PROBLEM -
Line by line, copy the records below exactly.

RECORDS SUPPLIED -
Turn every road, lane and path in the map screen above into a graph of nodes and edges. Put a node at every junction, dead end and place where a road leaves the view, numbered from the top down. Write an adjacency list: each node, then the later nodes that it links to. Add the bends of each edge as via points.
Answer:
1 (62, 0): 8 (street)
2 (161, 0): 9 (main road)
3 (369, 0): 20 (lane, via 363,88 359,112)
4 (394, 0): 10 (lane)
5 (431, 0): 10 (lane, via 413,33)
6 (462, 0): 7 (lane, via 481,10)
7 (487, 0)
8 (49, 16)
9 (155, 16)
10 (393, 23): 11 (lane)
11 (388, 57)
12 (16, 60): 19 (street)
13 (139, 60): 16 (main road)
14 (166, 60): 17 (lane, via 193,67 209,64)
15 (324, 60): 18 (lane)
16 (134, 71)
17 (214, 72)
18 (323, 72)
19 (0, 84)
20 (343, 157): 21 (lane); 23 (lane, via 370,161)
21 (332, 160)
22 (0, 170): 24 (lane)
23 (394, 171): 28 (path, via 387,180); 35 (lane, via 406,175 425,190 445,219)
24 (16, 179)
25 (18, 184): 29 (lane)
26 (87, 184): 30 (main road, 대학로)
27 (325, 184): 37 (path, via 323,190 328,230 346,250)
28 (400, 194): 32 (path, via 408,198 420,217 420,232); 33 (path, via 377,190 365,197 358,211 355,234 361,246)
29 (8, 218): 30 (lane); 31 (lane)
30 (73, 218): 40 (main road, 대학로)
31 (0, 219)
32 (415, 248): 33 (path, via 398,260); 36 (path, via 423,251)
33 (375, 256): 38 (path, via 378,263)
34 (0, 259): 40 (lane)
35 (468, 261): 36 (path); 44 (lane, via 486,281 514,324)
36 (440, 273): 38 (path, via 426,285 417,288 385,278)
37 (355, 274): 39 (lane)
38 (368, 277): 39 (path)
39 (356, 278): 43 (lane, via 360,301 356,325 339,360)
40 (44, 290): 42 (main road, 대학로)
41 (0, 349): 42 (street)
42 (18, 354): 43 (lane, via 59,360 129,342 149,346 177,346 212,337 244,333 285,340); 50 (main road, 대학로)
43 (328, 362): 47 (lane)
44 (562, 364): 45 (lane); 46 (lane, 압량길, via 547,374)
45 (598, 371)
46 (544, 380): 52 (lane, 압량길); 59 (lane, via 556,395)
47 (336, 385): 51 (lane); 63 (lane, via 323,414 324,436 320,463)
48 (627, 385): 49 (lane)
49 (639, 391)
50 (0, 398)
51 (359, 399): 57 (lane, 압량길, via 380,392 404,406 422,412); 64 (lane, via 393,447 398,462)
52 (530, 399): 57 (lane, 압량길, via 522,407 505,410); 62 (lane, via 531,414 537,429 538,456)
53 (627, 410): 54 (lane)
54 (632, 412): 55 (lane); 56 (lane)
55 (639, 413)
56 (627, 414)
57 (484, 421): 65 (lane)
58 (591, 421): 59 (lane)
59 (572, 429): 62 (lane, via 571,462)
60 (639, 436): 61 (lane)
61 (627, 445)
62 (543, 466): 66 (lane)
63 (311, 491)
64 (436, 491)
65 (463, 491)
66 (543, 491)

YOUR RESPONSE -
Turn every road, lane and path in the map screen above into a graph of nodes and edges. Put a node at every junction, dead end and place where a road leaves the view, numbered from the top down. Write an adjacency list: each node, then the later nodes that it links to. Add the bends of each edge as via points.
Answer:
1 (62, 0): 8 (street)
2 (161, 0): 9 (main road)
3 (369, 0): 20 (lane, via 363,88 359,112)
4 (394, 0): 10 (lane)
5 (431, 0): 10 (lane, via 413,33)
6 (462, 0): 7 (lane, via 481,10)
7 (487, 0)
8 (49, 16)
9 (155, 16)
10 (393, 23): 11 (lane)
11 (388, 57)
12 (16, 60): 19 (street)
13 (139, 60): 16 (main road)
14 (166, 60): 17 (lane, via 193,67 209,64)
15 (324, 60): 18 (lane)
16 (134, 71)
17 (214, 72)
18 (323, 72)
19 (0, 84)
20 (343, 157): 21 (lane); 23 (lane, via 370,161)
21 (332, 160)
22 (0, 170): 24 (lane)
23 (394, 171): 28 (path, via 387,180); 35 (lane, via 406,175 425,190 445,219)
24 (16, 179)
25 (18, 184): 29 (lane)
26 (87, 184): 30 (main road, 대학로)
27 (325, 184): 37 (path, via 323,190 328,230 346,250)
28 (400, 194): 32 (path, via 408,198 420,217 420,232); 33 (path, via 377,190 365,197 358,211 355,234 361,246)
29 (8, 218): 30 (lane); 31 (lane)
30 (73, 218): 40 (main road, 대학로)
31 (0, 219)
32 (415, 248): 33 (path, via 398,260); 36 (path, via 423,251)
33 (375, 256): 38 (path, via 378,263)
34 (0, 259): 40 (lane)
35 (468, 261): 36 (path); 44 (lane, via 486,281 514,324)
36 (440, 273): 38 (path, via 426,285 417,288 385,278)
37 (355, 274): 39 (lane)
38 (368, 277): 39 (path)
39 (356, 278): 43 (lane, via 360,301 356,325 339,360)
40 (44, 290): 42 (main road, 대학로)
41 (0, 349): 42 (street)
42 (18, 354): 43 (lane, via 59,360 129,342 149,346 177,346 212,337 244,333 285,340); 50 (main road, 대학로)
43 (328, 362): 47 (lane)
44 (562, 364): 45 (lane); 46 (lane, 압량길, via 547,374)
45 (598, 371)
46 (544, 380): 52 (lane, 압량길); 59 (lane, via 556,395)
47 (336, 385): 51 (lane); 63 (lane, via 323,414 324,436 320,463)
48 (627, 385): 49 (lane)
49 (639, 391)
50 (0, 398)
51 (359, 399): 57 (lane, 압량길, via 380,392 404,406 422,412); 64 (lane, via 393,447 398,462)
52 (530, 399): 57 (lane, 압량길, via 522,407 505,410); 62 (lane, via 531,414 537,429 538,456)
53 (627, 410): 54 (lane)
54 (632, 412): 55 (lane); 56 (lane)
55 (639, 413)
56 (627, 414)
57 (484, 421): 65 (lane)
58 (591, 421): 59 (lane)
59 (572, 429): 62 (lane, via 571,462)
60 (639, 436): 61 (lane)
61 (627, 445)
62 (543, 466): 66 (lane)
63 (311, 491)
64 (436, 491)
65 (463, 491)
66 (543, 491)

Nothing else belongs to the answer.